Loving your videos. Your teaching style is unique, and very enjoyable. I hope that your clue about "many arrows" is going to be a Graham's Number video. I've yet to see one that I fully understood but I think if anyone can make it clear, it will be you! I also wanted to ask: you showed that 0 and 1 are solutions to 3^^x=3^x but is there an algebraic solution to this type of question? e.g. can we solve something like 2^^x=9^x?

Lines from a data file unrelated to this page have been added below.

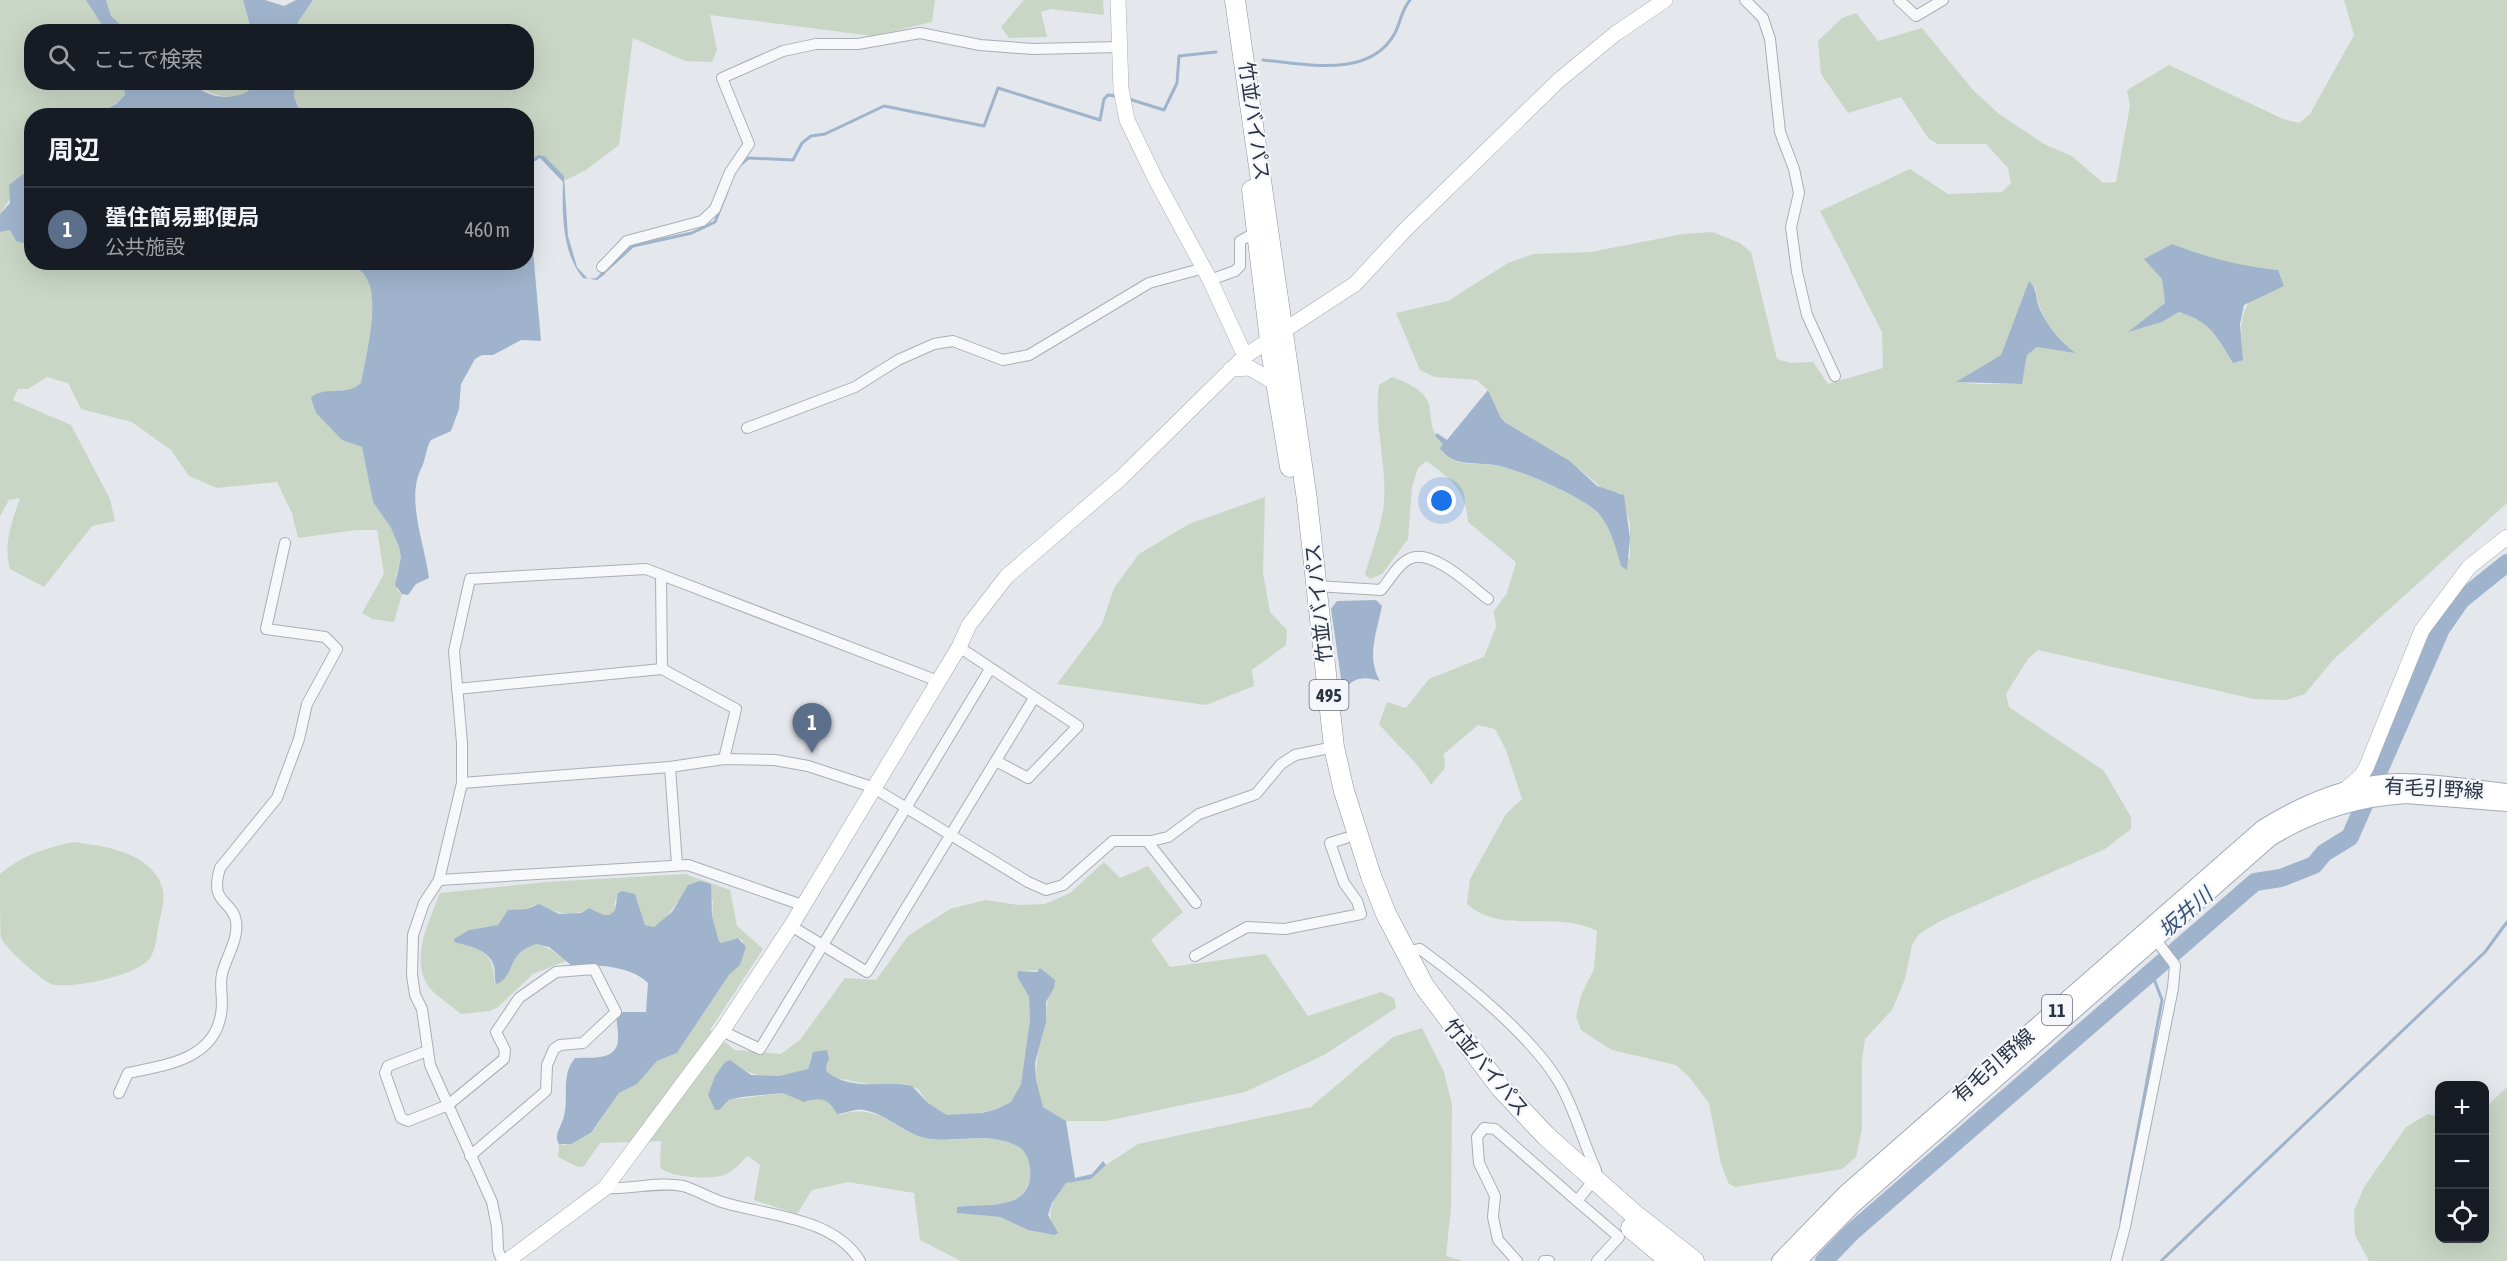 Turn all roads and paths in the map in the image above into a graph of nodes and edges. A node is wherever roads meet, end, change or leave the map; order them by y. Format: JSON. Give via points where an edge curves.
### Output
{"nodes":[{"id":1,"x":1118,"y":0,"type":"edge"},
{"id":2,"x":1225,"y":0,"type":"edge"},
{"id":3,"x":1235,"y":0,"type":"edge"},
{"id":4,"x":1665,"y":0,"type":"edge"},
{"id":5,"x":1745,"y":0,"type":"edge"},
{"id":6,"x":1899,"y":0,"type":"edge"},
{"id":7,"x":1943,"y":0,"type":"edge"},
{"id":8,"x":1119,"y":47,"type":"junction"},
{"id":9,"x":1256,"y":232,"type":"junction"},
{"id":10,"x":603,"y":267,"type":"dead end"},
{"id":11,"x":1207,"y":274,"type":"junction"},
{"id":12,"x":1277,"y":334,"type":"junction"},
{"id":13,"x":1245,"y":356,"type":"junction"},
{"id":14,"x":1231,"y":369,"type":"junction"},
{"id":15,"x":1834,"y":376,"type":"dead end"},
{"id":16,"x":1276,"y":384,"type":"junction"},
{"id":17,"x":747,"y":428,"type":"dead end"},
{"id":18,"x":2507,"y":537,"type":"edge"},
{"id":19,"x":285,"y":543,"type":"dead end"},
{"id":20,"x":662,"y":575,"type":"junction"},
{"id":21,"x":1316,"y":586,"type":"junction"},
{"id":22,"x":1488,"y":599,"type":"dead end"},
{"id":23,"x":958,"y":647,"type":"junction"},
{"id":24,"x":662,"y":669,"type":"junction"},
{"id":25,"x":990,"y":669,"type":"junction"},
{"id":26,"x":938,"y":681,"type":"junction"},
{"id":27,"x":457,"y":688,"type":"junction"},
{"id":28,"x":1034,"y":698,"type":"junction"},
{"id":29,"x":1330,"y":747,"type":"junction"},
{"id":30,"x":724,"y":759,"type":"junction"},
{"id":31,"x":996,"y":761,"type":"junction"},
{"id":32,"x":670,"y":767,"type":"junction"},
{"id":33,"x":462,"y":783,"type":"junction"},
{"id":34,"x":872,"y":787,"type":"junction"},
{"id":35,"x":2390,"y":789,"type":"junction"},
{"id":36,"x":2507,"y":792,"type":"edge"},
{"id":37,"x":2349,"y":794,"type":"junction"},
{"id":38,"x":2507,"y":803,"type":"edge"},
{"id":39,"x":906,"y":807,"type":"junction"},
{"id":40,"x":952,"y":834,"type":"junction"},
{"id":41,"x":1346,"y":838,"type":"junction"},
{"id":42,"x":1147,"y":841,"type":"junction"},
{"id":43,"x":677,"y":865,"type":"junction"},
{"id":44,"x":439,"y":880,"type":"junction"},
{"id":45,"x":1196,"y":903,"type":"dead end"},
{"id":46,"x":802,"y":905,"type":"junction"},
{"id":47,"x":791,"y":926,"type":"junction"},
{"id":48,"x":2156,"y":939,"type":"junction"},
{"id":49,"x":821,"y":945,"type":"junction"},
{"id":50,"x":1405,"y":952,"type":"junction"},
{"id":51,"x":1195,"y":956,"type":"dead end"},
{"id":52,"x":722,"y":1031,"type":"junction"},
{"id":53,"x":427,"y":1051,"type":"junction"},
{"id":54,"x":118,"y":1093,"type":"dead end"},
{"id":55,"x":448,"y":1105,"type":"junction"},
{"id":56,"x":470,"y":1155,"type":"junction"},
{"id":57,"x":605,"y":1188,"type":"junction"},
{"id":58,"x":1586,"y":1190,"type":"junction"},
{"id":59,"x":504,"y":1261,"type":"edge"},
{"id":60,"x":861,"y":1261,"type":"edge"},
{"id":61,"x":1517,"y":1261,"type":"edge"},
{"id":62,"x":1544,"y":1261,"type":"edge"},
{"id":63,"x":1549,"y":1261,"type":"edge"},
{"id":64,"x":1597,"y":1261,"type":"edge"},
{"id":65,"x":1670,"y":1261,"type":"edge"},
{"id":66,"x":1694,"y":1261,"type":"edge"},
{"id":67,"x":1780,"y":1261,"type":"edge"},
{"id":68,"x":1798,"y":1261,"type":"edge"},
{"id":69,"x":2116,"y":1261,"type":"edge"}],
"edges":[{"from":1,"to":8,"type":"street"},
{"from":2,"to":9,"type":"highway","name":"竹並バイパス","number":"495"},
{"from":3,"to":12,"type":"highway","name":"竹並バイパス","number":"495"},
{"from":4,"to":12,"type":"street","via":[[1615,34],[1558,81],[1355,284]]},
{"from":5,"to":15,"type":"street","via":[[1763,18],[1770,39],[1780,132],[1799,193],[1791,227],[1797,272],[1807,315]]},
{"from":6,"to":7,"type":"street","via":[[1916,16]]},
{"from":8,"to":10,"type":"street","via":[[1002,46],[920,33],[783,51],[722,78],[749,144],[730,172],[715,208],[691,225],[627,241]]},
{"from":8,"to":11,"type":"street","via":[[1127,120]]},
{"from":9,"to":11,"type":"street","via":[[1240,241],[1240,266],[1235,271]]},
{"from":9,"to":12,"type":"highway","name":"竹並バイパス","number":"495"},
{"from":11,"to":13,"type":"street"},
{"from":11,"to":17,"type":"street","via":[[1149,283],[1029,355],[1004,360],[953,341],[934,344],[898,360],[855,387]]},
{"from":12,"to":13,"type":"street"},
{"from":12,"to":16,"type":"highway","name":"竹並バイパス","number":"495"},
{"from":12,"to":21,"type":"highway","name":"竹並バイパス","number":"495"},
{"from":13,"to":14,"type":"street"},
{"from":14,"to":16,"type":"street","via":[[1250,368]]},
{"from":14,"to":23,"type":"street","via":[[1122,477],[1007,576],[969,625]]},
{"from":16,"to":29,"type":"highway","name":"竹並バイパス","number":"495","via":[[1295,495],[1310,642]]},
{"from":18,"to":37,"type":"street","via":[[2469,567],[2422,630],[2366,768]]},
{"from":19,"to":54,"type":"street","via":[[266,629],[325,637],[337,649],[307,705],[277,798],[220,868],[217,891],[236,918],[237,932],[220,984],[224,997],[218,1032],[195,1054],[128,1073]]},
{"from":20,"to":24,"type":"street"},
{"from":20,"to":26,"type":"street"},
{"from":20,"to":27,"type":"street","via":[[646,569],[470,579],[454,651]]},
{"from":21,"to":22,"type":"street","via":[[1381,590],[1408,559],[1418,556],[1433,558]]},
{"from":21,"to":29,"type":"highway","name":"竹並バイパス","number":"495"},
{"from":23,"to":25,"type":"street"},
{"from":23,"to":26,"type":"street"},
{"from":24,"to":27,"type":"street"},
{"from":24,"to":30,"type":"street","via":[[736,709]]},
{"from":25,"to":28,"type":"street"},
{"from":25,"to":39,"type":"street"},
{"from":26,"to":34,"type":"street"},
{"from":27,"to":33,"type":"street"},
{"from":28,"to":31,"type":"street"},
{"from":28,"to":31,"type":"street","via":[[1078,726],[1028,778]]},
{"from":29,"to":41,"type":"highway","name":"竹並バイパス","number":"495"},
{"from":29,"to":42,"type":"street","via":[[1295,755],[1281,764],[1256,794],[1199,814],[1168,837]]},
{"from":29,"to":50,"type":"highway","name":"竹並バイパス","number":"495","via":[[1356,835]]},
{"from":30,"to":32,"type":"street"},
{"from":30,"to":34,"type":"street","via":[[775,760],[808,766]]},
{"from":31,"to":40,"type":"street"},
{"from":32,"to":33,"type":"street"},
{"from":32,"to":43,"type":"street"},
{"from":33,"to":44,"type":"street"},
{"from":34,"to":39,"type":"street"},
{"from":34,"to":46,"type":"street"},
{"from":35,"to":36,"type":"main road","name":"有毛引野線","number":"11"},
{"from":35,"to":37,"type":"main road","name":"有毛引野線","number":"11"},
{"from":35,"to":38,"type":"main road","name":"有毛引野線","number":"11"},
{"from":37,"to":48,"type":"main road","name":"有毛引野線","number":"11","via":[[2270,838]]},
{"from":39,"to":40,"type":"street"},
{"from":39,"to":49,"type":"street"},
{"from":40,"to":42,"type":"street","via":[[1046,890],[1063,885],[1113,841]]},
{"from":40,"to":49,"type":"street","via":[[867,972]]},
{"from":41,"to":51,"type":"street","via":[[1330,843],[1344,883],[1361,914],[1285,929],[1247,927]]},
{"from":41,"to":58,"type":"highway","name":"竹並バイパス","number":"495","via":[[1373,909],[1416,994],[1491,1091]]},
{"from":42,"to":45,"type":"street"},
{"from":43,"to":44,"type":"street"},
{"from":43,"to":46,"type":"street","via":[[688,865]]},
{"from":44,"to":53,"type":"street","via":[[424,903],[412,947],[414,985],[422,1009]]},
{"from":46,"to":47,"type":"street"},
{"from":47,"to":49,"type":"street"},
{"from":47,"to":52,"type":"street"},
{"from":48,"to":67,"type":"main road","name":"有毛引野線","number":"11","via":[[1845,1194]]},
{"from":48,"to":68,"type":"main road","name":"有毛引野線","number":"11","via":[[1854,1204]]},
{"from":48,"to":69,"type":"street","via":[[2175,965],[2173,988]]},
{"from":49,"to":52,"type":"street","via":[[760,1049]]},
{"from":50,"to":58,"type":"highway","name":"竹並バイパス","number":"495","via":[[1447,1020],[1500,1087],[1546,1136]]},
{"from":50,"to":58,"type":"street","via":[[1420,949],[1453,974],[1511,1027],[1561,1084],[1596,1170]]},
{"from":52,"to":57,"type":"street"},
{"from":53,"to":55,"type":"street"},
{"from":53,"to":55,"type":"street","via":[[388,1066],[385,1073],[401,1118],[408,1121]]},
{"from":55,"to":56,"type":"street"},
{"from":55,"to":56,"type":"street","via":[[504,1059],[505,1050],[496,1032],[519,998],[556,972],[594,969],[616,1012],[583,1043],[554,1049],[547,1065],[546,1090]]},
{"from":56,"to":59,"type":"street","via":[[492,1202],[498,1250]]},
{"from":57,"to":59,"type":"street"},
{"from":57,"to":60,"type":"street","via":[[682,1186],[724,1202],[817,1227],[838,1237]]},
{"from":58,"to":61,"type":"street","via":[[1495,1129],[1484,1128],[1477,1137],[1479,1162],[1495,1196],[1493,1217],[1498,1240]]},
{"from":58,"to":64,"type":"street","via":[[1619,1237]]},
{"from":58,"to":65,"type":"highway","name":"竹並バイパス","number":"495"},
{"from":58,"to":66,"type":"highway","name":"竹並バイパス","number":"495"},
{"from":62,"to":63,"type":"street"}]}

Thank you. I tried an algebraic solution but it was not helpful. Looking for a better way. I would consider superlogarithm and super roots. I hope I can.
well for that example, yes. x=0 is a solution, and if you graph it, I suspect there's a second value in-between -1 and 0 (something like x~-0.843), and a third between 3 and 4 (something like x~3.62), but these would require a proper definition for tetration of real numbers to properly represent.
@@PrimeNewtons I've showed tetration to my math teacher. She has never heard of it. Math theory and just big math I think is the most fun thing to learn about. Thank you!
i feel like including x{2}y (brace notation) and {x,y,2} (array notation) couldve been other good ways to show how tetration was written. I personally really like brace notation for when the arrows get to be a lot, and i like array notation a lot.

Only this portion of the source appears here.